- _Input data_
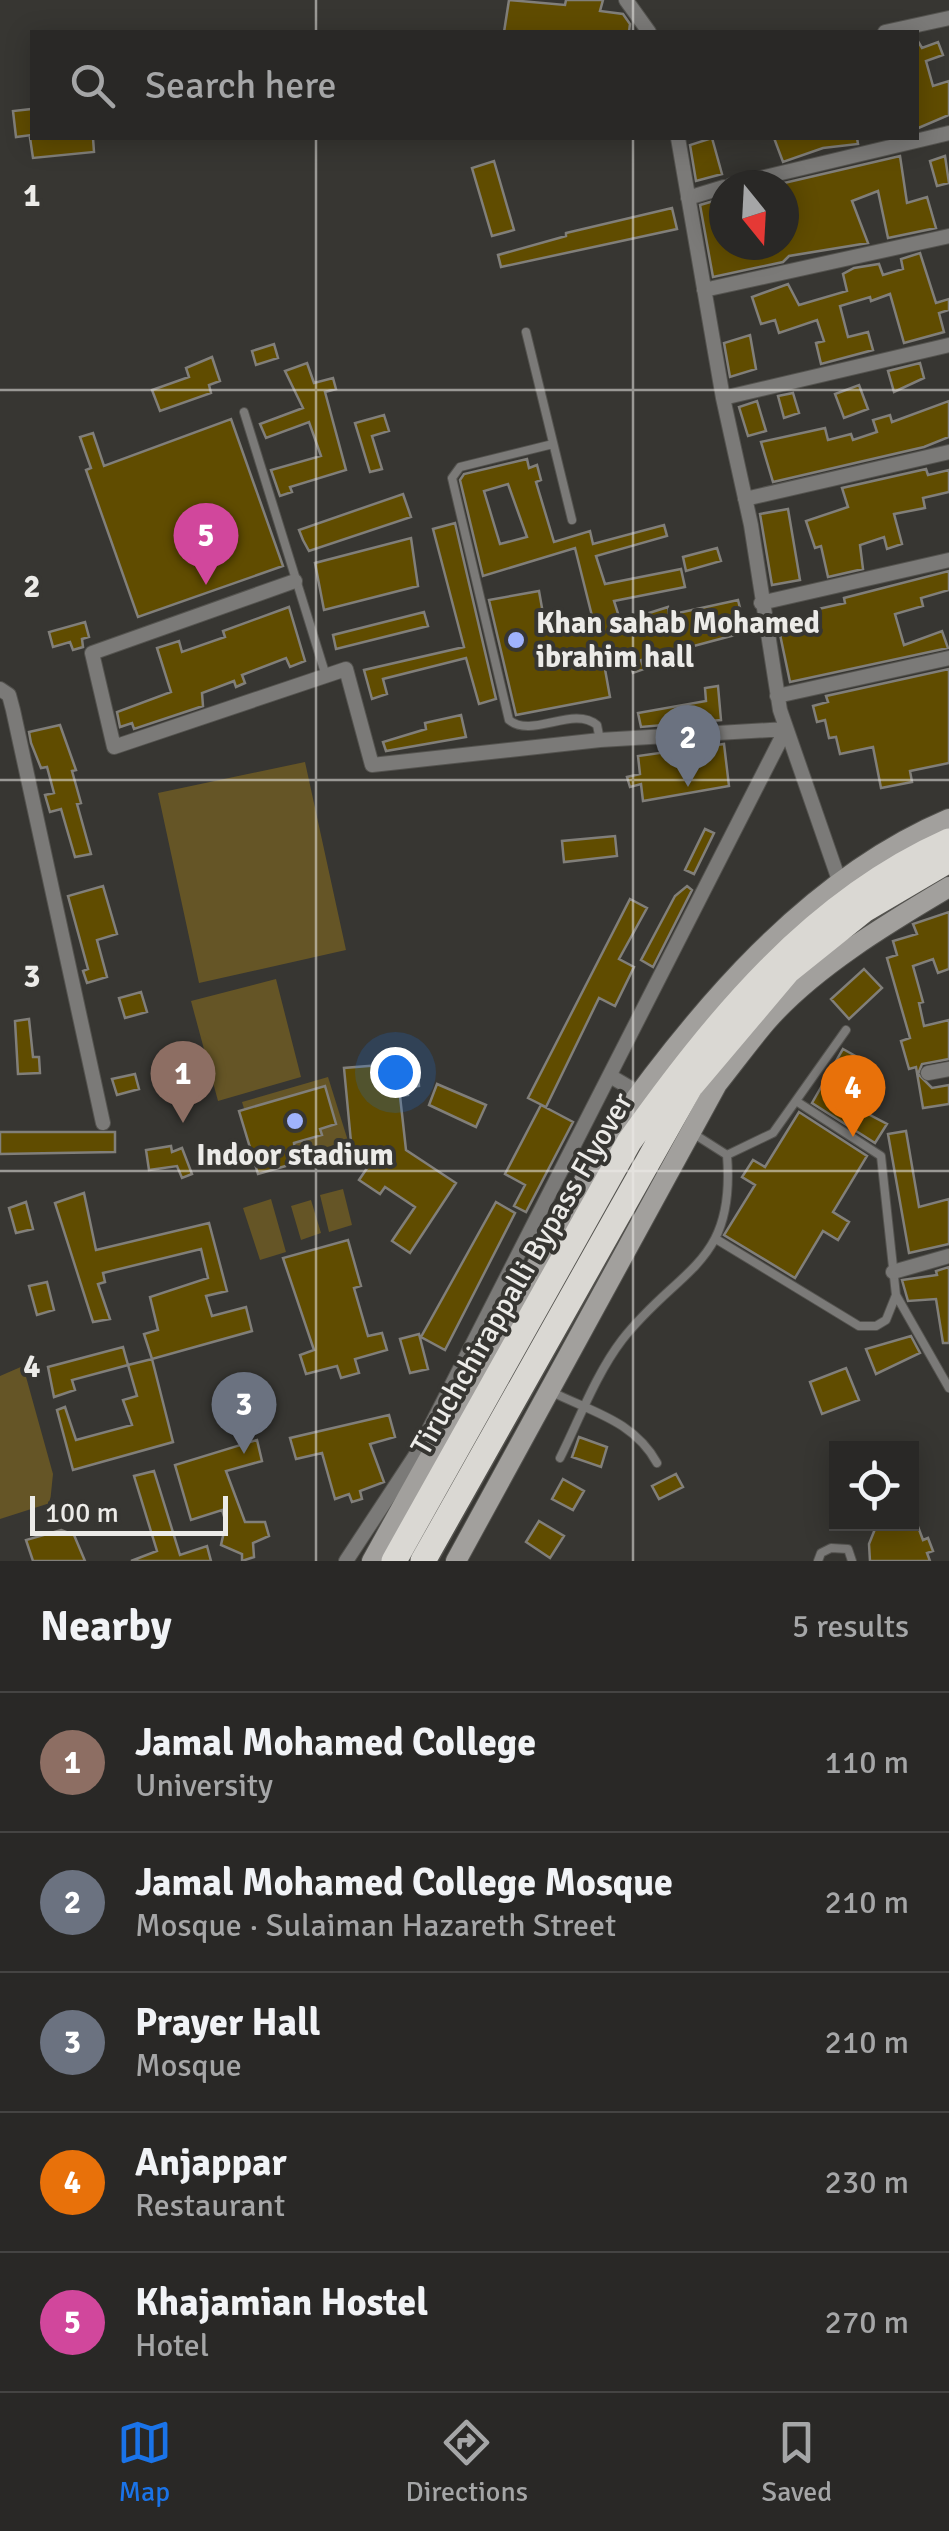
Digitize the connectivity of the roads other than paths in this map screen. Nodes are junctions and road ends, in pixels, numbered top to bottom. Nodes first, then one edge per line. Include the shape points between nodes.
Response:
1 (626, 0) edge
2 (949, 18) edge
3 (648, 30) edge
4 (894, 30) edge
5 (949, 132) edge
6 (919, 139) edge
7 (678, 140) edge
8 (916, 140) edge
9 (793, 170) edge
10 (709, 192) edge
11 (688, 198) junction
12 (949, 236) edge
13 (704, 290) junction
14 (526, 332) dead end
15 (949, 345) edge
16 (723, 398) junction
17 (244, 412) dead end
18 (553, 444) junction
19 (949, 452) edge
20 (745, 500) junction
21 (572, 520) dead end
22 (949, 560) edge
23 (295, 580) junction
24 (761, 602) junction
25 (949, 658) edge
26 (326, 676) junction
27 (0, 689) edge
28 (778, 696) junction
29 (786, 729) junction
30 (600, 740) junction
31 (949, 819) edge
32 (949, 841) edge
33 (949, 860) edge
34 (840, 884) junction
35 (949, 887) edge
36 (783, 964) junction
37 (746, 1005) junction
38 (846, 1030) dead end
39 (949, 1069) edge
40 (928, 1073) dead end
41 (610, 1076) junction
42 (639, 1093) junction
43 (796, 1101) junction
44 (103, 1123) dead end
45 (690, 1132) junction
46 (727, 1154) junction
47 (716, 1240) junction
48 (949, 1256) edge
49 (893, 1272) junction
50 (896, 1295) junction
51 (949, 1388) edge
52 (550, 1391) junction
53 (584, 1408) junction
54 (560, 1458) dead end
55 (657, 1463) dead end
56 (346, 1561) edge
57 (372, 1561) edge
58 (394, 1561) edge
59 (423, 1561) edge
60 (456, 1561) edge
61 (818, 1561) edge
62 (852, 1561) edge

1 - 3 street
2 - 4 street
5 - 6 street
7 - 11 street
8 - 9 street
10 - 11 street
11 - 13 street
12 - 13 street
13 - 16 street
14 - 18 lane
15 - 16 street
16 - 20 street
17 - 23 lane
18 - 21 lane
18 - 30 lane via 460,468 452,478 509,720 525,726 584,718 597,725
19 - 20 street
20 - 24 street
22 - 24 street
23 - 26 lane
23 - 26 street via 92,653 114,748
24 - 28 street
25 - 28 street
26 - 30 street via 346,670 372,765
27 - 44 street via 9,695
28 - 29 street
29 - 30 street
29 - 34 street
29 - 41 street
31 - 34 street
32 - 36 highway, Tiruchchirappalli Bypass Flyover via 852,896
33 - 36 highway
34 - 37 street
35 - 37 street
36 - 37 highway, Tiruchchirappalli Bypass Flyover
37 - 42 street
37 - 45 street via 718,1084
37 - 58 highway, Tiruchchirappalli Bypass Flyover via 629,1142
37 - 59 highway, Tiruchchirappalli Bypass Flyover via 680,1104
38 - 43 lane
39 - 40 street
41 - 42 street
41 - 56 street via 417,1453
42 - 57 street
43 - 46 lane via 772,1133
43 - 49 lane via 882,1156
45 - 46 lane
45 - 52 street
46 - 47 lane via 730,1196
47 - 50 lane via 860,1326 886,1320
47 - 53 lane via 701,1264 619,1344
48 - 49 street
49 - 50 lane
50 - 51 lane
52 - 53 lane
52 - 60 street
53 - 54 lane
53 - 55 lane via 638,1435
61 - 62 lane via 840,1547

- _What is expected_
Your response must restate every record above exactly, with each picture omitted.

- _Exercise answer_
Digitize the connectivity of the roads other than paths in this map screen. Nodes are junctions and road ends, in pixels, numbered top to bottom. Nodes first, then one edge per line. Include the shape points between nodes.
Response:
1 (626, 0) edge
2 (949, 18) edge
3 (648, 30) edge
4 (894, 30) edge
5 (949, 132) edge
6 (919, 139) edge
7 (678, 140) edge
8 (916, 140) edge
9 (793, 170) edge
10 (709, 192) edge
11 (688, 198) junction
12 (949, 236) edge
13 (704, 290) junction
14 (526, 332) dead end
15 (949, 345) edge
16 (723, 398) junction
17 (244, 412) dead end
18 (553, 444) junction
19 (949, 452) edge
20 (745, 500) junction
21 (572, 520) dead end
22 (949, 560) edge
23 (295, 580) junction
24 (761, 602) junction
25 (949, 658) edge
26 (326, 676) junction
27 (0, 689) edge
28 (778, 696) junction
29 (786, 729) junction
30 (600, 740) junction
31 (949, 819) edge
32 (949, 841) edge
33 (949, 860) edge
34 (840, 884) junction
35 (949, 887) edge
36 (783, 964) junction
37 (746, 1005) junction
38 (846, 1030) dead end
39 (949, 1069) edge
40 (928, 1073) dead end
41 (610, 1076) junction
42 (639, 1093) junction
43 (796, 1101) junction
44 (103, 1123) dead end
45 (690, 1132) junction
46 (727, 1154) junction
47 (716, 1240) junction
48 (949, 1256) edge
49 (893, 1272) junction
50 (896, 1295) junction
51 (949, 1388) edge
52 (550, 1391) junction
53 (584, 1408) junction
54 (560, 1458) dead end
55 (657, 1463) dead end
56 (346, 1561) edge
57 (372, 1561) edge
58 (394, 1561) edge
59 (423, 1561) edge
60 (456, 1561) edge
61 (818, 1561) edge
62 (852, 1561) edge

1 - 3 street
2 - 4 street
5 - 6 street
7 - 11 street
8 - 9 street
10 - 11 street
11 - 13 street
12 - 13 street
13 - 16 street
14 - 18 lane
15 - 16 street
16 - 20 street
17 - 23 lane
18 - 21 lane
18 - 30 lane via 460,468 452,478 509,720 525,726 584,718 597,725
19 - 20 street
20 - 24 street
22 - 24 street
23 - 26 lane
23 - 26 street via 92,653 114,748
24 - 28 street
25 - 28 street
26 - 30 street via 346,670 372,765
27 - 44 street via 9,695
28 - 29 street
29 - 30 street
29 - 34 street
29 - 41 street
31 - 34 street
32 - 36 highway, Tiruchchirappalli Bypass Flyover via 852,896
33 - 36 highway
34 - 37 street
35 - 37 street
36 - 37 highway, Tiruchchirappalli Bypass Flyover
37 - 42 street
37 - 45 street via 718,1084
37 - 58 highway, Tiruchchirappalli Bypass Flyover via 629,1142
37 - 59 highway, Tiruchchirappalli Bypass Flyover via 680,1104
38 - 43 lane
39 - 40 street
41 - 42 street
41 - 56 street via 417,1453
42 - 57 street
43 - 46 lane via 772,1133
43 - 49 lane via 882,1156
45 - 46 lane
45 - 52 street
46 - 47 lane via 730,1196
47 - 50 lane via 860,1326 886,1320
47 - 53 lane via 701,1264 619,1344
48 - 49 street
49 - 50 lane
50 - 51 lane
52 - 53 lane
52 - 60 street
53 - 54 lane
53 - 55 lane via 638,1435
61 - 62 lane via 840,1547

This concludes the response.